[Saved entries]

== == ==

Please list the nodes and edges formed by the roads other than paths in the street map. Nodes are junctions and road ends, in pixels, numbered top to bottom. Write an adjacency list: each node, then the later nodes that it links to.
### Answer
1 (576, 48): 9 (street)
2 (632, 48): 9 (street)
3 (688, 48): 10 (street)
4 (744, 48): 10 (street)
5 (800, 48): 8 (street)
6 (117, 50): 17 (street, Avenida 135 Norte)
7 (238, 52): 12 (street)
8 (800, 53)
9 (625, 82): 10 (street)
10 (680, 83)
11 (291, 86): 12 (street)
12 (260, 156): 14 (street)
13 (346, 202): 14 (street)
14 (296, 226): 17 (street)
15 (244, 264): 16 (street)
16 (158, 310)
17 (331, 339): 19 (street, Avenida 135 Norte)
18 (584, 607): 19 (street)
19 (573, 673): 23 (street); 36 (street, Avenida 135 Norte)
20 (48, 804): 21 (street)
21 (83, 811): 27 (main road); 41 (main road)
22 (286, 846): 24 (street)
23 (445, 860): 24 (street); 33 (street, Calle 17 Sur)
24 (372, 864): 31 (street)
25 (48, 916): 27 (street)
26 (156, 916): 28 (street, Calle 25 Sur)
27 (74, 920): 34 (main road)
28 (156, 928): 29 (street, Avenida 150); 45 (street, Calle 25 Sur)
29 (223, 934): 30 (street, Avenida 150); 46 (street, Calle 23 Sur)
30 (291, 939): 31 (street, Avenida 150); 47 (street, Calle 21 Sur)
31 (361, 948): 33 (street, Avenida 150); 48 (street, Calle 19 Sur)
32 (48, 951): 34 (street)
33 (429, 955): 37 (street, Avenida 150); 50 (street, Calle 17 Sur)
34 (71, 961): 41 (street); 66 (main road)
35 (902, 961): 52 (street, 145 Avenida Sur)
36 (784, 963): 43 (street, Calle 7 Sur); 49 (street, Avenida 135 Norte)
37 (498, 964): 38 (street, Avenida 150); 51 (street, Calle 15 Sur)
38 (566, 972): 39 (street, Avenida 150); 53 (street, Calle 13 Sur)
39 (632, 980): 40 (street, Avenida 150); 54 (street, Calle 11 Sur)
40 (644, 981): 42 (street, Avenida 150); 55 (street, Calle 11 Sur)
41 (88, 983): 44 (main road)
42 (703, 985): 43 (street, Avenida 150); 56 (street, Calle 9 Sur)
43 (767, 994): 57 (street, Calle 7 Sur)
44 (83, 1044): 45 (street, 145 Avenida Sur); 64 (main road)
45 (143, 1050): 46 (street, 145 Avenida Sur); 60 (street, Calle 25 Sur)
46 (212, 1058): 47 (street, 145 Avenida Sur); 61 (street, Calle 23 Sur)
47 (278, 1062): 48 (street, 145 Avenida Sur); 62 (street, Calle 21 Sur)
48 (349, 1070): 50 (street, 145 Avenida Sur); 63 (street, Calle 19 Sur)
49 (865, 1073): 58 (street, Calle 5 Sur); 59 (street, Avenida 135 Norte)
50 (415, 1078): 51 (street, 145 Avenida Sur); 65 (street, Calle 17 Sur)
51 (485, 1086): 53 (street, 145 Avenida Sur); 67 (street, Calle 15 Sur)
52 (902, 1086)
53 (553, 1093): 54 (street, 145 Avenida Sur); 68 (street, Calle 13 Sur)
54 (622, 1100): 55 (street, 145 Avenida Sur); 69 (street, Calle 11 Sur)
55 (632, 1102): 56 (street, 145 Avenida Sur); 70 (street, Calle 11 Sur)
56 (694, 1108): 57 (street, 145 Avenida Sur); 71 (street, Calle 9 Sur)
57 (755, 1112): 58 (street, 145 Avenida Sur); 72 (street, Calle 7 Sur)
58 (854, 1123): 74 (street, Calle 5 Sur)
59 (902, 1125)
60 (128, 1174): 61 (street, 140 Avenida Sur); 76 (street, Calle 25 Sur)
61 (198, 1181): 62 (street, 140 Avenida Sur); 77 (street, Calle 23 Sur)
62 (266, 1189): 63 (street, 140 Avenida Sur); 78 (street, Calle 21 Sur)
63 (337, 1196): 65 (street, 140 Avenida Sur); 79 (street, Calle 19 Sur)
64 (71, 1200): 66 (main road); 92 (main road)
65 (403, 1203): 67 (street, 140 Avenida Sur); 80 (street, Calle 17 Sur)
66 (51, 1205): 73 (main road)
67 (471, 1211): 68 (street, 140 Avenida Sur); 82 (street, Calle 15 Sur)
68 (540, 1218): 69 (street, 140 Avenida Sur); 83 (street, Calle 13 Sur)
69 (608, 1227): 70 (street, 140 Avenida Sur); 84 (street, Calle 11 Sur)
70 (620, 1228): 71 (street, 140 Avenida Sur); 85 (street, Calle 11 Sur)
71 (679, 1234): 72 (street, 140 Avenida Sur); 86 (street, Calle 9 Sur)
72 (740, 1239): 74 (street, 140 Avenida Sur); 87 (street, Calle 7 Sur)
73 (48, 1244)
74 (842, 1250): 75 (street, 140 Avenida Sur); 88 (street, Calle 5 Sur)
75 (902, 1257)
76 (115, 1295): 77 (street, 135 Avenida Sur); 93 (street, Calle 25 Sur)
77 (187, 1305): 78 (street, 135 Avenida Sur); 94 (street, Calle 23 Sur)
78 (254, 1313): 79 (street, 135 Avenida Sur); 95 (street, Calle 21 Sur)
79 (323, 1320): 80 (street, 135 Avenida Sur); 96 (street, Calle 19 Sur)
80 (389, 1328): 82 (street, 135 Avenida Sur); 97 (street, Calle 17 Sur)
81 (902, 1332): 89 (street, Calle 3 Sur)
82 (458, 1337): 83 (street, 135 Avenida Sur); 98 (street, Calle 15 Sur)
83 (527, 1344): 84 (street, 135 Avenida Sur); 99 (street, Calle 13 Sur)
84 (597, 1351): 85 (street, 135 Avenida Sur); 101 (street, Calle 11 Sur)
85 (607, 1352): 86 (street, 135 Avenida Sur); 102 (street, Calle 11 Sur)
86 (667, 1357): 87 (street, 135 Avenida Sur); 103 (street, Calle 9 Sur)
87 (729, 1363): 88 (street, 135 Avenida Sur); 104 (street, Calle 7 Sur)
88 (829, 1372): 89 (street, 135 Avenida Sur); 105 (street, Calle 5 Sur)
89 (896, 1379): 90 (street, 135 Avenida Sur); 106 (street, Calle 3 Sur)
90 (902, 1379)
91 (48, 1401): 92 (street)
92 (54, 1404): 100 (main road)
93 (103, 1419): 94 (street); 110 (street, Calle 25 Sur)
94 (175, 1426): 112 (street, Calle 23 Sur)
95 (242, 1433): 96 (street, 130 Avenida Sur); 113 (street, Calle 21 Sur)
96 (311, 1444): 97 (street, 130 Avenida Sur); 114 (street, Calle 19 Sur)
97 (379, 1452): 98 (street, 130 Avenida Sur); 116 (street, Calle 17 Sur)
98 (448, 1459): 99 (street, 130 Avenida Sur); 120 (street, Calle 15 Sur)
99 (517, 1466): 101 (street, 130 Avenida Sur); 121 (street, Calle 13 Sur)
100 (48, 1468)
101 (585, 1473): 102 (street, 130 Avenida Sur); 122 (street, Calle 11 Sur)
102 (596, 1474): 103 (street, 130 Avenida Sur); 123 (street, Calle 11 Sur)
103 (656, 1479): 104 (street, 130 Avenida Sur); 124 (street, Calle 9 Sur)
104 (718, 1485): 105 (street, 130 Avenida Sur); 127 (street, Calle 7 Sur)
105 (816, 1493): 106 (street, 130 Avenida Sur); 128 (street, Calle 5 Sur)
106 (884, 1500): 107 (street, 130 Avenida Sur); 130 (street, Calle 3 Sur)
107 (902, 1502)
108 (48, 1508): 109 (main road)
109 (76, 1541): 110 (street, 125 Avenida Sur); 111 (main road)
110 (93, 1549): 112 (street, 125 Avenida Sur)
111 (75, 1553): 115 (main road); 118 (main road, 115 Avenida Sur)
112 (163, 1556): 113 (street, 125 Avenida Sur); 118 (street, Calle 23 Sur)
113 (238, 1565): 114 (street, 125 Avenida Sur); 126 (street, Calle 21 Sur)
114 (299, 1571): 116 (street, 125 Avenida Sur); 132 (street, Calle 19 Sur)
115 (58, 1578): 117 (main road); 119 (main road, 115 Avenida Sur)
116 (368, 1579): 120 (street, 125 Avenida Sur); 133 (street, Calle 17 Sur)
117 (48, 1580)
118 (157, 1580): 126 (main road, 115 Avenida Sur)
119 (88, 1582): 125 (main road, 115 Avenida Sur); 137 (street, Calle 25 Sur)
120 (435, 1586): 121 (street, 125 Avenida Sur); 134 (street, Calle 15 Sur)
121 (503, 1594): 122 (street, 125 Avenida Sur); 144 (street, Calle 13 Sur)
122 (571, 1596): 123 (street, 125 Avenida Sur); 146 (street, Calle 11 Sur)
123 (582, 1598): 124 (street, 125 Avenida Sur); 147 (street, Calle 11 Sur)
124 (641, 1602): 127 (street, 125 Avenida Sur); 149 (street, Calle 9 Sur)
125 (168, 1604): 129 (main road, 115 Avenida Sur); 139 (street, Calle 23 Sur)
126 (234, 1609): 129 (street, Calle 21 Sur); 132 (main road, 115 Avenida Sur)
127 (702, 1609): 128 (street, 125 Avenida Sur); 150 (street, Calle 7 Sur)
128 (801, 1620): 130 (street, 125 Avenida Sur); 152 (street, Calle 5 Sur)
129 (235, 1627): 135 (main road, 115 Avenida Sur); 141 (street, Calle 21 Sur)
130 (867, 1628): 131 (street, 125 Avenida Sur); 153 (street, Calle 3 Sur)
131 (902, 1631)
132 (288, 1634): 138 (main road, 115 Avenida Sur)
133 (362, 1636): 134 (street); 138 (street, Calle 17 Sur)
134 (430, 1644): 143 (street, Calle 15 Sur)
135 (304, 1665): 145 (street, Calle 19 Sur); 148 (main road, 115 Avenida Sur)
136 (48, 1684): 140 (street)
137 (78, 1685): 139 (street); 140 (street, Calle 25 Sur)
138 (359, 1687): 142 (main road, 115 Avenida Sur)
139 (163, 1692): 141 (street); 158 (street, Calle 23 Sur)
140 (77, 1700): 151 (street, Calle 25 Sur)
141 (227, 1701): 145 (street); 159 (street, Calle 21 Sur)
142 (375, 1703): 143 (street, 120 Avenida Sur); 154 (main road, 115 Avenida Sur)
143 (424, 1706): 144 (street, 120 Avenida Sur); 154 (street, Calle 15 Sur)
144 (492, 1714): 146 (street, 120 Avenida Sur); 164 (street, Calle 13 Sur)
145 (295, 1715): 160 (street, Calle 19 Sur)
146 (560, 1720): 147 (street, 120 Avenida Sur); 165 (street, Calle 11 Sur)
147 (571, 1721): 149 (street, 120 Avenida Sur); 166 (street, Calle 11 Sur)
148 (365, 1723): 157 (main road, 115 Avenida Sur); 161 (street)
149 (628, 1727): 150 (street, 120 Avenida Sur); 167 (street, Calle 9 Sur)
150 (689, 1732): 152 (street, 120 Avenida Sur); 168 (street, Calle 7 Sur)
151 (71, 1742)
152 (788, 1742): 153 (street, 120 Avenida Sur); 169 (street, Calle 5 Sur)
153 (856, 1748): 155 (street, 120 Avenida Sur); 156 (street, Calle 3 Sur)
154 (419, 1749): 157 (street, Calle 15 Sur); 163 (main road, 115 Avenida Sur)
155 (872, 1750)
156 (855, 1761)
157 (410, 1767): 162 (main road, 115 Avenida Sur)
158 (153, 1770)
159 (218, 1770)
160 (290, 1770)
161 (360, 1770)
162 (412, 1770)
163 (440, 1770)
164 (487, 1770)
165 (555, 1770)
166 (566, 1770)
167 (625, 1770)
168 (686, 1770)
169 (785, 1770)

== == ==

> **TASK DIRECTIONS**:
When a line in the entries above holds the word "Norte", add it to the count, then state only the count.

> **RESULT OF THE EXERCISE**:
5